Neonicotinoids may still have a future in Canada, and that is important to Western Canadian canola and wheat growers.  |  Michael Raine photo

Neonicotinoids may still have a future in Canada.

Health Canada scientists have been studying water monitoring data, from across the country, and the Pest Management Regulatory Agency may not ban all agricultural uses of neonics, a spokesperson for CropLife Canada says.

“I’m optimistic we will retain some uses,” said Maria Trainer, CropLife managing director, science and regulatory affairs, chemistry, who spoke Feb. 14 at Crop Connect 2019, an agricultural conference in Winnipeg.

“I don’t have any inside information.
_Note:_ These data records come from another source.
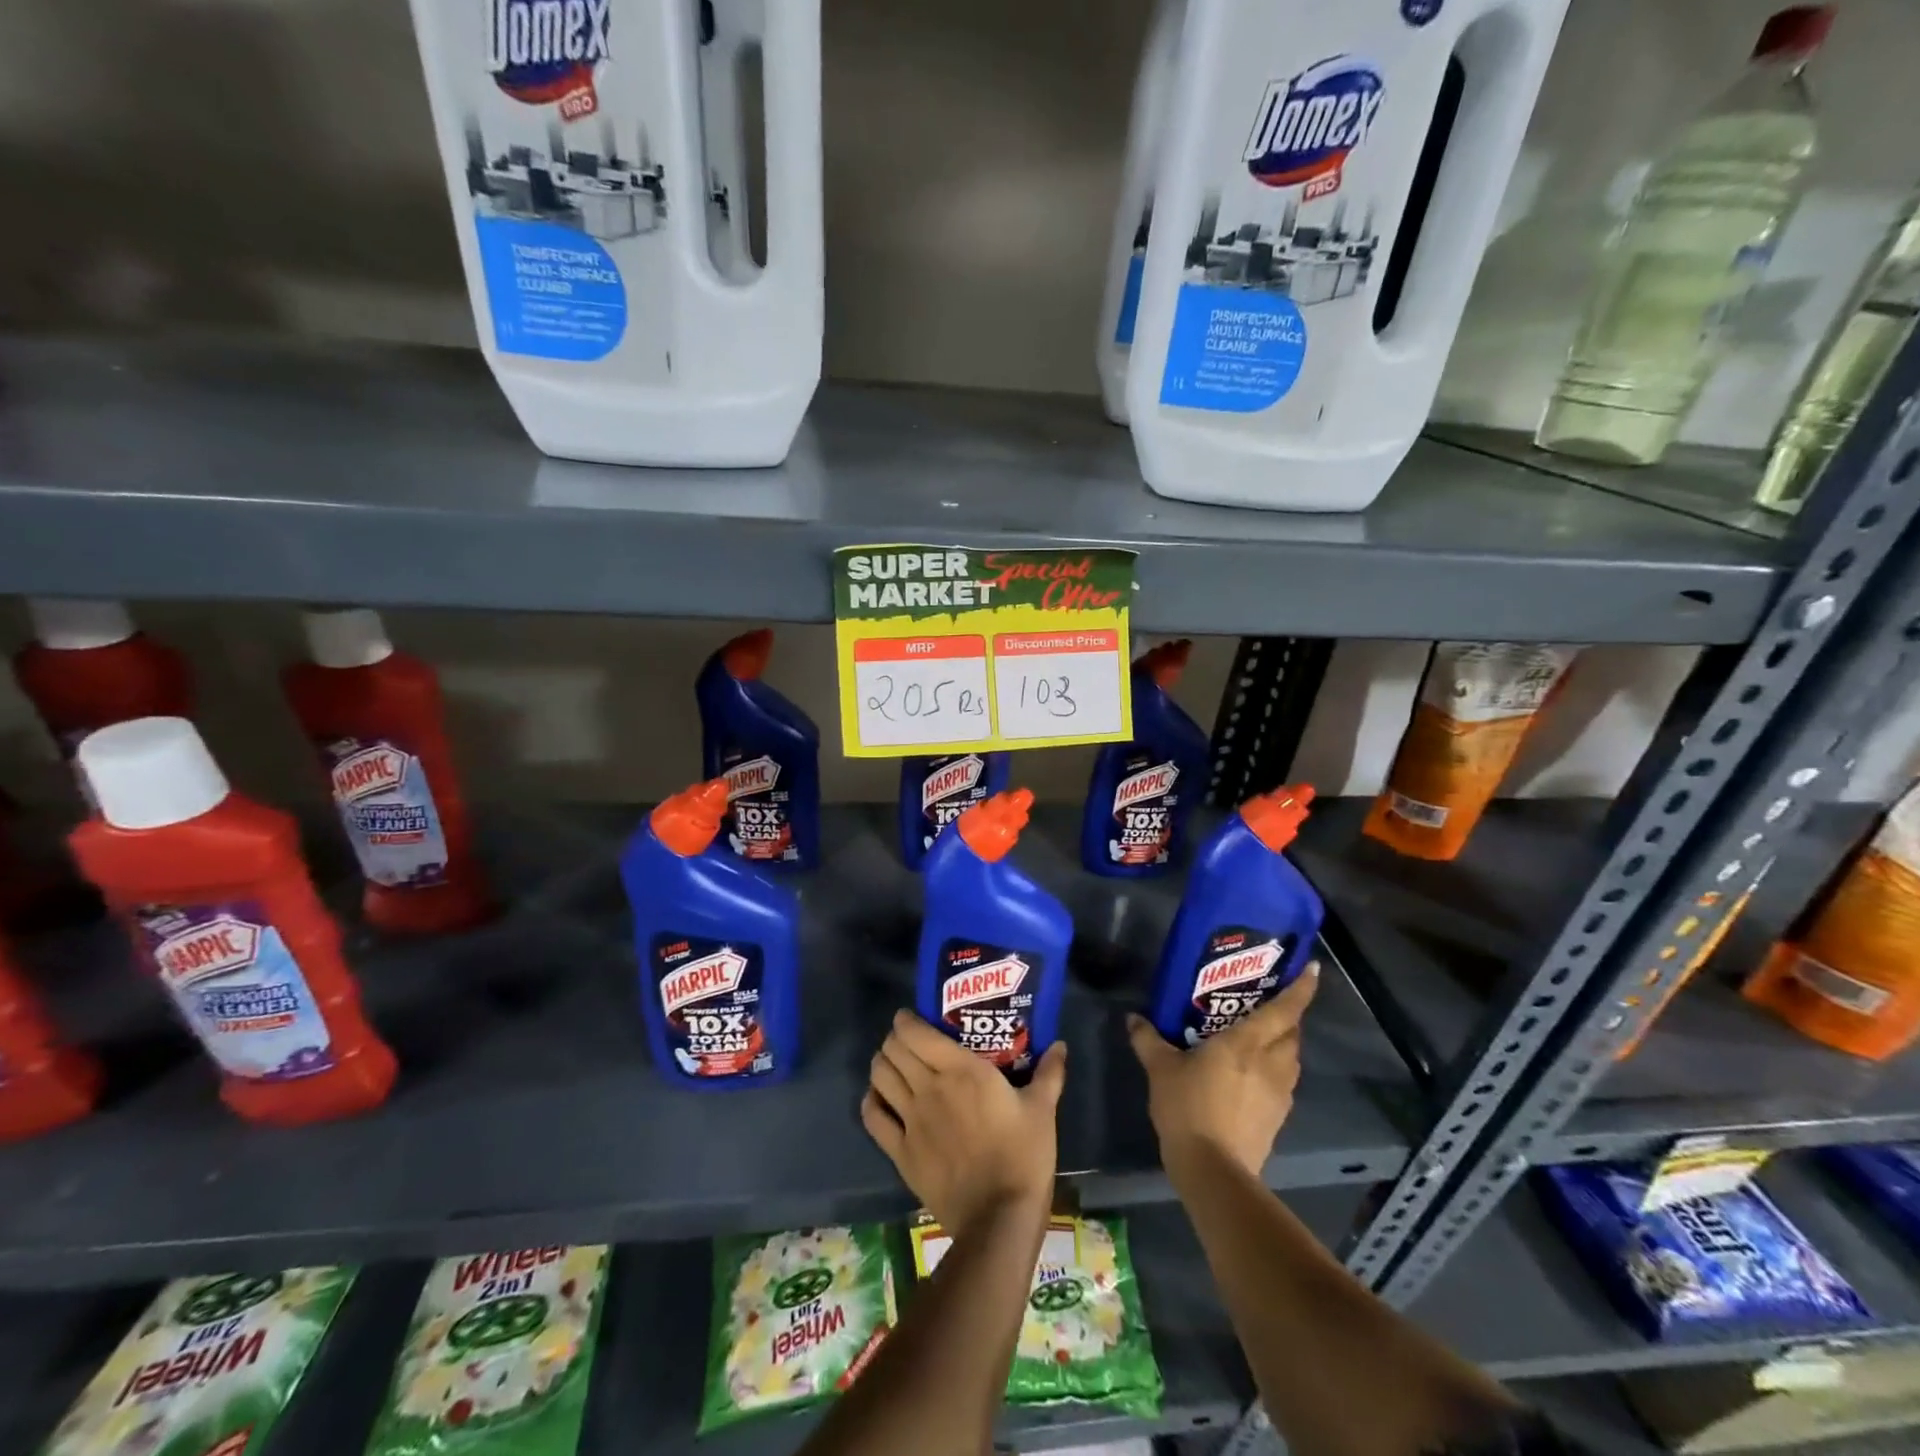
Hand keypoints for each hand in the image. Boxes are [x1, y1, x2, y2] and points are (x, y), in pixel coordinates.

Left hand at [861, 1010, 1066, 1239]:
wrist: (999, 1217)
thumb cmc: (1023, 1156)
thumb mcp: (1042, 1110)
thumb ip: (1049, 1073)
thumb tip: (1060, 1045)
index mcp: (961, 1070)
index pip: (915, 1032)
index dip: (906, 1020)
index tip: (911, 1018)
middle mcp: (929, 1087)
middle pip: (893, 1050)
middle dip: (894, 1040)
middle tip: (907, 1042)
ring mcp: (911, 1120)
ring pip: (879, 1077)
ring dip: (882, 1065)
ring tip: (894, 1065)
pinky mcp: (900, 1152)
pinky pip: (873, 1118)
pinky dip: (872, 1101)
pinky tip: (881, 1099)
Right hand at [1127, 965, 1318, 1179]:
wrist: (1212, 1169)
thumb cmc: (1188, 1107)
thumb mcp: (1160, 1069)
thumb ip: (1149, 1040)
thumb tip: (1133, 1018)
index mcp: (1247, 1043)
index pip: (1283, 1010)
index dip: (1301, 989)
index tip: (1312, 969)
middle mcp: (1271, 1063)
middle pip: (1292, 1033)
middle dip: (1288, 1017)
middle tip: (1270, 1005)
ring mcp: (1279, 1094)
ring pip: (1291, 1059)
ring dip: (1283, 1045)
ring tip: (1261, 1040)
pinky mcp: (1277, 1119)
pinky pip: (1283, 1084)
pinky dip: (1275, 1073)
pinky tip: (1253, 1078)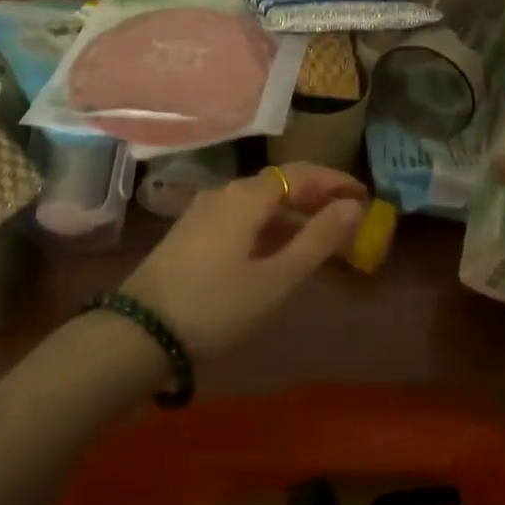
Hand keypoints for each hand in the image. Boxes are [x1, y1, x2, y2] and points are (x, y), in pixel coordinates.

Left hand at [120, 163, 366, 356]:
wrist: (139, 331)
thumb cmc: (216, 306)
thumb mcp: (275, 279)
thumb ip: (317, 240)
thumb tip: (353, 206)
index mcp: (247, 197)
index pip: (301, 173)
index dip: (335, 180)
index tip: (365, 194)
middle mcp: (225, 193)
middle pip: (279, 183)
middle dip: (316, 196)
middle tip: (349, 215)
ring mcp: (204, 211)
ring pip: (259, 201)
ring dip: (293, 212)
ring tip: (321, 235)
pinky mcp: (191, 231)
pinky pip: (241, 216)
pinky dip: (268, 224)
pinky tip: (277, 248)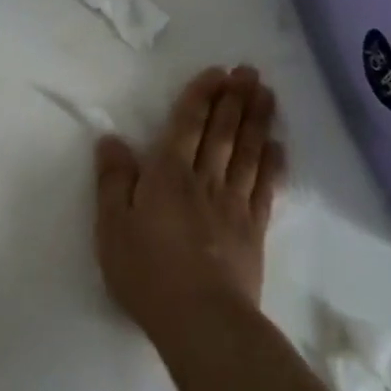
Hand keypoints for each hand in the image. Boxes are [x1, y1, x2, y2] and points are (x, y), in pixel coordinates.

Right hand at [93, 66, 285, 343]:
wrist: (201, 319)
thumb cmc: (146, 271)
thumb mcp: (112, 225)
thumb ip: (113, 179)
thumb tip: (112, 139)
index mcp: (167, 175)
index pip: (186, 125)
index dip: (201, 96)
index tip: (217, 72)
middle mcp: (204, 180)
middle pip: (223, 132)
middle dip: (235, 99)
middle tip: (249, 71)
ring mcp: (234, 204)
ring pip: (248, 152)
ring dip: (258, 120)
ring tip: (267, 94)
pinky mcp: (254, 230)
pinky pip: (266, 188)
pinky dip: (273, 164)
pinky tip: (279, 147)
That’s just what my gut says.”

Last summer Health Canada proposed to ban all outdoor uses of thiamethoxam and clothianidin, insecticides used on canola, corn, soybeans, wheat and horticultural crops in Canada. The department recommended a three or five year phase-out because the insecticides were accumulating in water bodies and putting aquatic insects, like midges and mayflies, at risk.

“These aquatic insects, which are a source of food for fish, birds and other animals, are an important part of the ecosystem,” Health Canada said in a statement.

Neonics are the most commonly used insecticides in Canada. They are used as seed treatments on nearly every canola and corn seed, along with a portion of soybean seeds. They’re also popular with fruit and vegetable producers, who often use the products as a foliar spray.

Previously, in the fall of 2016, Health Canada proposed to ban imidacloprid, another neonic, because of the threat to aquatic insects.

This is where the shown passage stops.